#### What you have to do:
All lines in the data bearing the string "dead" should be identified and copied.

#### Excerpted records:
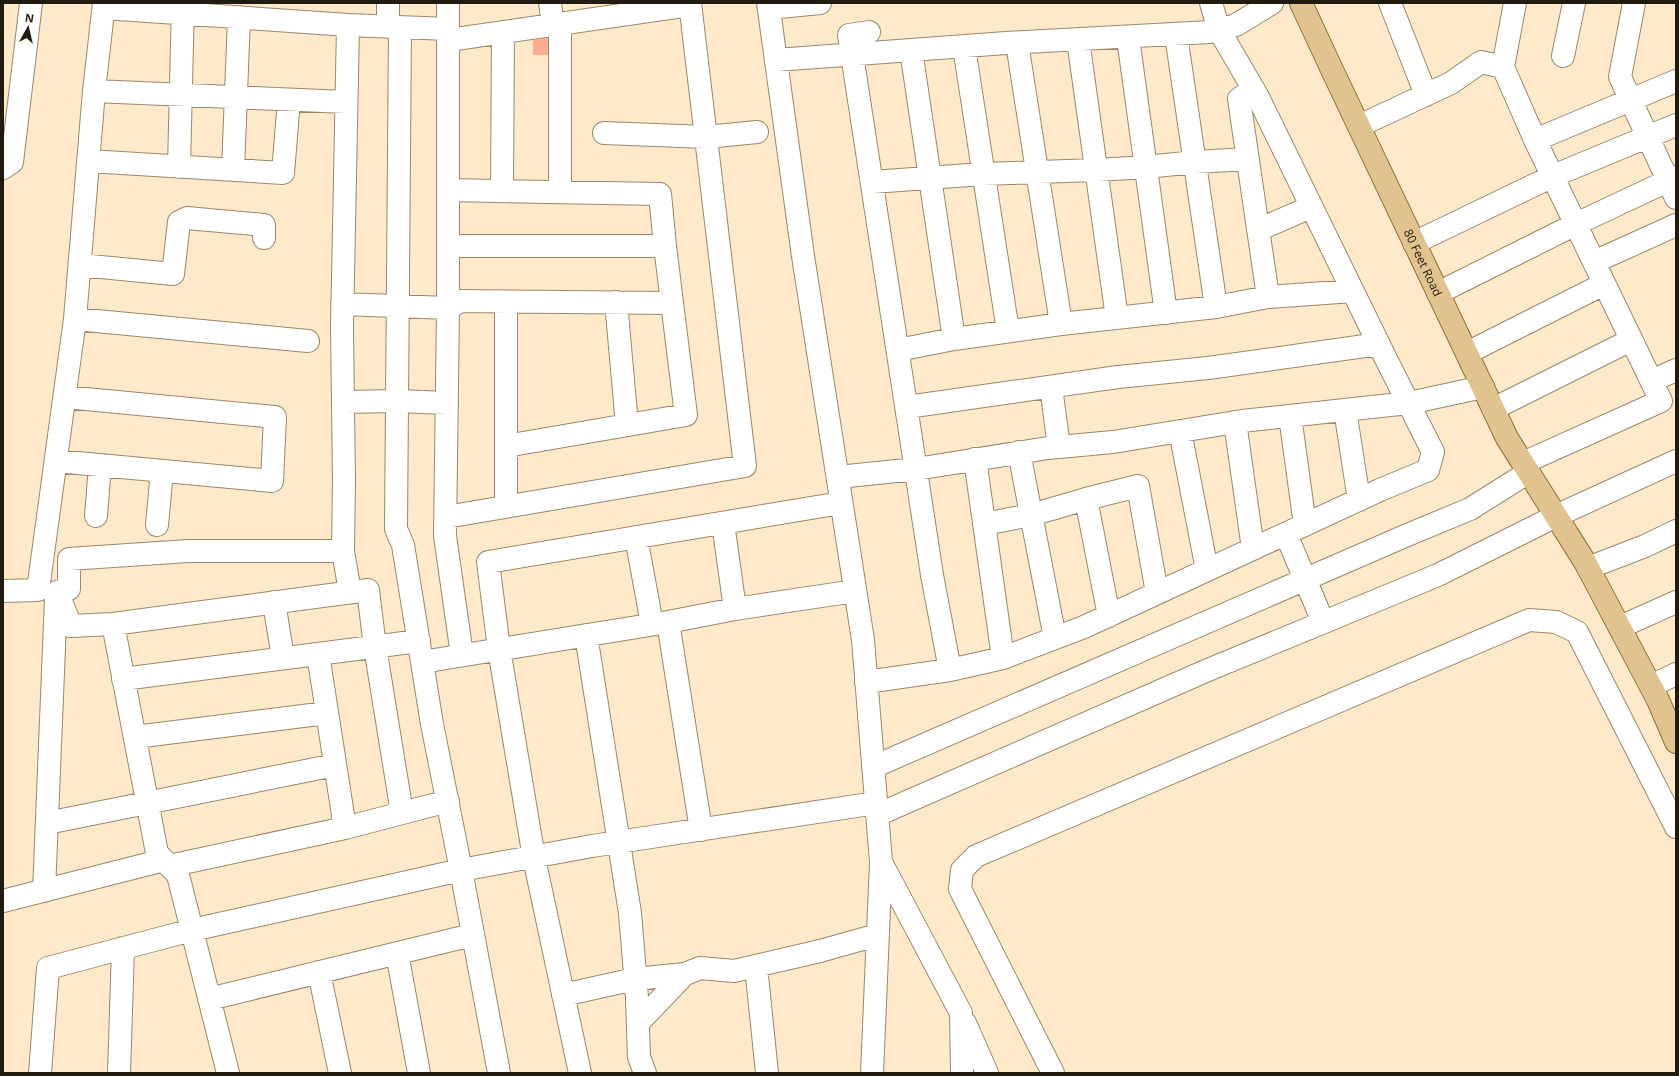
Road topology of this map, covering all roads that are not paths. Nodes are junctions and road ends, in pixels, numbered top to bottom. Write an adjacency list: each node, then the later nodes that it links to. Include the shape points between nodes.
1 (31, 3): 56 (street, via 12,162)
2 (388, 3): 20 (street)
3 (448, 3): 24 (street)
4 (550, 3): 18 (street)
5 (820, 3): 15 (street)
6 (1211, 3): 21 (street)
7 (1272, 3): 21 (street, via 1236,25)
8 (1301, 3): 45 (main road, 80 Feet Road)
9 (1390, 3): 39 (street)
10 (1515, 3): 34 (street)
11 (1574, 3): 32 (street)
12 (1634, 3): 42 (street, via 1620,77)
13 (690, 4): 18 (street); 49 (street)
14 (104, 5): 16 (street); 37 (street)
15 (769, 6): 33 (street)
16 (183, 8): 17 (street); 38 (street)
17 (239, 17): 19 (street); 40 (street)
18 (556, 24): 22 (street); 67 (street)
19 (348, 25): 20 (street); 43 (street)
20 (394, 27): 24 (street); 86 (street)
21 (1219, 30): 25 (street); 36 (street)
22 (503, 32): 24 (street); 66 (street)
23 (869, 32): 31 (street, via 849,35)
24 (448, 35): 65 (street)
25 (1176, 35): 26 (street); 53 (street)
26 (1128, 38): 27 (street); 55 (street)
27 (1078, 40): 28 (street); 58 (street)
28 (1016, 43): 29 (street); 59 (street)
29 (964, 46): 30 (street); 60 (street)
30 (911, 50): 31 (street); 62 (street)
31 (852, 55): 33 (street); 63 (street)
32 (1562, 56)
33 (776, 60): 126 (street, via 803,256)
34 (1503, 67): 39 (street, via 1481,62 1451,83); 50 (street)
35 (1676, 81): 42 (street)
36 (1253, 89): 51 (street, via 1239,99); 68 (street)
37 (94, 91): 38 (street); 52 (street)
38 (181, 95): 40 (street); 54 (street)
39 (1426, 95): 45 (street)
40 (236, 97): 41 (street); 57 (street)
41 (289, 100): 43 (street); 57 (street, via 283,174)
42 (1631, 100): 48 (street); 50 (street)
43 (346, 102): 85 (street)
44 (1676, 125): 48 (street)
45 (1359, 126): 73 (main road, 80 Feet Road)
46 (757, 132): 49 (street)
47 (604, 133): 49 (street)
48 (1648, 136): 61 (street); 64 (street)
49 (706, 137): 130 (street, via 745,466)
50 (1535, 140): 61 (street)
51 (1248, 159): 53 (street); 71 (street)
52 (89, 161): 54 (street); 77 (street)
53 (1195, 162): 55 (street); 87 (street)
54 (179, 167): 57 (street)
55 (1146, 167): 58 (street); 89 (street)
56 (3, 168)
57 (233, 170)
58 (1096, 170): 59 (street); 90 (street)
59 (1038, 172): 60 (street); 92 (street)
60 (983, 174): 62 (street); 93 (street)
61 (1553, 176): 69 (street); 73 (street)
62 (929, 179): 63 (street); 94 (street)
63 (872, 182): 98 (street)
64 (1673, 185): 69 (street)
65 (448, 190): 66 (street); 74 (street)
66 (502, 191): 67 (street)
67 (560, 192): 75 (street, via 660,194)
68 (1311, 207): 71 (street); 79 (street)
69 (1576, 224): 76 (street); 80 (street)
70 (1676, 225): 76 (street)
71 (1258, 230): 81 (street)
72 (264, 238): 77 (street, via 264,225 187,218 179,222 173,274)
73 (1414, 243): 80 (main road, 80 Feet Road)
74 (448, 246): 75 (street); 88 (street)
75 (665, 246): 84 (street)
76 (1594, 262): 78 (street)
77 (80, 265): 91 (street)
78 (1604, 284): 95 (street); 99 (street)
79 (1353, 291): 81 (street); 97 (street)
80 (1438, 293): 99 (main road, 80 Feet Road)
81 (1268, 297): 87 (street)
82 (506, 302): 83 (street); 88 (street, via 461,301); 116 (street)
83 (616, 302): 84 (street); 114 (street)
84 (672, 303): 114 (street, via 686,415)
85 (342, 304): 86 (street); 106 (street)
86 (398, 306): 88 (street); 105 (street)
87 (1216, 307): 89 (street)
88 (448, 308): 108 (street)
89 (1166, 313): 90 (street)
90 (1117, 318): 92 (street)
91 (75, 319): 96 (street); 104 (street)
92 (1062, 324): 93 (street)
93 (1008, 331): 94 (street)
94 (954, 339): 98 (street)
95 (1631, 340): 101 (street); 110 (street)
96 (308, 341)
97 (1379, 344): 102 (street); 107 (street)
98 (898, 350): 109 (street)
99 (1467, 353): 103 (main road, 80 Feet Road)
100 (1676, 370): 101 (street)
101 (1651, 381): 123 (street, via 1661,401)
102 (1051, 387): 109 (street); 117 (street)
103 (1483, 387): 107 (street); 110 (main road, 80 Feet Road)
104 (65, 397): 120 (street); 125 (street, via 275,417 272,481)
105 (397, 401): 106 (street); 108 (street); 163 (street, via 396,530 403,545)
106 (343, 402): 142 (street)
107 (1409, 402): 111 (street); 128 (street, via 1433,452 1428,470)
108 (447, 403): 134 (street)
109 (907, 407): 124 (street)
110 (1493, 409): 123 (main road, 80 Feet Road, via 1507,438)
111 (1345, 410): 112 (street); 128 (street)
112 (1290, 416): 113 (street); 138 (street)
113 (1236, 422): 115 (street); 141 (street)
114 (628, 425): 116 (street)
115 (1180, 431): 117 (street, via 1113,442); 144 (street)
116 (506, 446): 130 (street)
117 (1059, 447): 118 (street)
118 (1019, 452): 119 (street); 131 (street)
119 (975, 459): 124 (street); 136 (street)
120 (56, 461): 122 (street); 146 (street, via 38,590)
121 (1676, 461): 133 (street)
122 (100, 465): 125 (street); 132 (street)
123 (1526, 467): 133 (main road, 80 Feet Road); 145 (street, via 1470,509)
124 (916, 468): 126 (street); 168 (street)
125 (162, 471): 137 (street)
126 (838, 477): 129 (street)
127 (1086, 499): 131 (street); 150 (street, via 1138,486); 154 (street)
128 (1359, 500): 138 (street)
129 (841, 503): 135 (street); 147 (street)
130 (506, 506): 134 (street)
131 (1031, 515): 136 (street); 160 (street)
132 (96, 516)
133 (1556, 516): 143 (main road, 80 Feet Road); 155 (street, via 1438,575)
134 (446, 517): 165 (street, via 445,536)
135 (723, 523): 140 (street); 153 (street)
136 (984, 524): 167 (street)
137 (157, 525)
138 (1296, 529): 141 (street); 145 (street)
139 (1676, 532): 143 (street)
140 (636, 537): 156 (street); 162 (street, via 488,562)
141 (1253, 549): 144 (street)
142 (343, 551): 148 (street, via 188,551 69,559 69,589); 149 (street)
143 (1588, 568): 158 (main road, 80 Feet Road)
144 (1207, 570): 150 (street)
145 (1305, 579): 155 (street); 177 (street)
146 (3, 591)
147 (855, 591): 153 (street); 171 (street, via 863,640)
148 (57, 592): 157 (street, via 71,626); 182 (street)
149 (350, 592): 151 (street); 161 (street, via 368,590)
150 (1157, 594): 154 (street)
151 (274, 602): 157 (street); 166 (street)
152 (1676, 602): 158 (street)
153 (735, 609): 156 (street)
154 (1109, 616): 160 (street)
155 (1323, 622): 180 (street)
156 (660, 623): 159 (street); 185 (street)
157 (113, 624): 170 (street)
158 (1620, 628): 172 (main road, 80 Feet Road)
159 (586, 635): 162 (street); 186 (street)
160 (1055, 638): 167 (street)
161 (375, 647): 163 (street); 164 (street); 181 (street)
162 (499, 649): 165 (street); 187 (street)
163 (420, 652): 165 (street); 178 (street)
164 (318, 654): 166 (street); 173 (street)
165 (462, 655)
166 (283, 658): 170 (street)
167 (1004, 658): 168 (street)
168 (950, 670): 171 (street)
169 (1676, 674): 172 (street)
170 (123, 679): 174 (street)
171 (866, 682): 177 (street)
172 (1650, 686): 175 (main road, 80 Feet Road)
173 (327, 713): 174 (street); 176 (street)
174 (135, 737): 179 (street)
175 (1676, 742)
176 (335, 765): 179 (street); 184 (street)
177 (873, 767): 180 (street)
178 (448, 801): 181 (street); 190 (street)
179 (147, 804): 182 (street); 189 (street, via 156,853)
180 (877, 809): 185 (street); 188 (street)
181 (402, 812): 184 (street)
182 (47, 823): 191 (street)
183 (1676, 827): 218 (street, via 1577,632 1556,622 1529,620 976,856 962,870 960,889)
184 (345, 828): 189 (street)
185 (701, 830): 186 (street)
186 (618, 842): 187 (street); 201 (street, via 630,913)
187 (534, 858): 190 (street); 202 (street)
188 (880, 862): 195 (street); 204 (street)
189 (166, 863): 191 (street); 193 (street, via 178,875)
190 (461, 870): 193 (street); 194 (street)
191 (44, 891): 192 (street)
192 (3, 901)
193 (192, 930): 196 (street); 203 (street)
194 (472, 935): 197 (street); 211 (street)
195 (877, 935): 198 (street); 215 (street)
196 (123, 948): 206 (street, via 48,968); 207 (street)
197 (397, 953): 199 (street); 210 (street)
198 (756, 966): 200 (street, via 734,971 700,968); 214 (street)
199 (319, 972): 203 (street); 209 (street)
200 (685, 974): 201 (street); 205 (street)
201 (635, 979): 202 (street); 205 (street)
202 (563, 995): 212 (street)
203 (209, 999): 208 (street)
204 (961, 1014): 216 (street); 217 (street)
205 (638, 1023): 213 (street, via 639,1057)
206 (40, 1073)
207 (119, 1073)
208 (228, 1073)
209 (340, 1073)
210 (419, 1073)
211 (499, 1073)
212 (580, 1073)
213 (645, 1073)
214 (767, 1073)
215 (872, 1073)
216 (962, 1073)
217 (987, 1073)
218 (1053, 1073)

==

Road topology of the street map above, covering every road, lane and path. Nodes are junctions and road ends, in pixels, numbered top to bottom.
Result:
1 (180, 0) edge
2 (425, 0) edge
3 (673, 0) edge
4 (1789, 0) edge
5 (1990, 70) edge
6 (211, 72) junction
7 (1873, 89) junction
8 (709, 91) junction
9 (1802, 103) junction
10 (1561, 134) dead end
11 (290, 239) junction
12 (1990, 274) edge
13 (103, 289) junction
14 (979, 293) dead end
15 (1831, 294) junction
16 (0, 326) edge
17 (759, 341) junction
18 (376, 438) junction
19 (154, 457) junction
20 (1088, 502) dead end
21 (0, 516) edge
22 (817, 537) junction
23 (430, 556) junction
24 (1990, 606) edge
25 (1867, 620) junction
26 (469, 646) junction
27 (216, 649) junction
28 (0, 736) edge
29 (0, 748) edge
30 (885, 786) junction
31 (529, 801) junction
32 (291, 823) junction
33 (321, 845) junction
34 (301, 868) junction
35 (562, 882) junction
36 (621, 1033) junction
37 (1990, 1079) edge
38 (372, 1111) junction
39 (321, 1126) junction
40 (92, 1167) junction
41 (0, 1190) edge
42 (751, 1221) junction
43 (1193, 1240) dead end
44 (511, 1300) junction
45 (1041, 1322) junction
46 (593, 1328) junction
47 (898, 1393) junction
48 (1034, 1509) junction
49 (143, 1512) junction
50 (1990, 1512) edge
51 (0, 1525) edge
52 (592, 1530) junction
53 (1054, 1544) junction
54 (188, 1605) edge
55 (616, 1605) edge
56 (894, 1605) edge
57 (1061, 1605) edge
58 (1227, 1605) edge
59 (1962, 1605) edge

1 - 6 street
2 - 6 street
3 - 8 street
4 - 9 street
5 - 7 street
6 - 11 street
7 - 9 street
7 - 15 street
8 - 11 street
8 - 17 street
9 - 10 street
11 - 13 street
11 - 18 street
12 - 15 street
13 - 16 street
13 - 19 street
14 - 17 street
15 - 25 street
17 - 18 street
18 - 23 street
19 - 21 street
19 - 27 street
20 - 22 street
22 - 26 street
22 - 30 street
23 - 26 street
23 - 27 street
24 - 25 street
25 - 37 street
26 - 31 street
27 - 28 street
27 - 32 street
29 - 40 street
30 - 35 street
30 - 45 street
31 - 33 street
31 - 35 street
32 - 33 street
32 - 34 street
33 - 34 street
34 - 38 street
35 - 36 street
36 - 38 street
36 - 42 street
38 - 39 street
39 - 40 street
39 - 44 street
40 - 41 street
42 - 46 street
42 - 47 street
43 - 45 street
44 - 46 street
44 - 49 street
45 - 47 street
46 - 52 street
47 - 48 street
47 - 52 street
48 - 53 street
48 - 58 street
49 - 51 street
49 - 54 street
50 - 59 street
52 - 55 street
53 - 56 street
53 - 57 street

#### Output below:
10 (1561, 134) dead end
14 (979, 293) dead end
20 (1088, 502) dead end
43 (1193, 1240) dead end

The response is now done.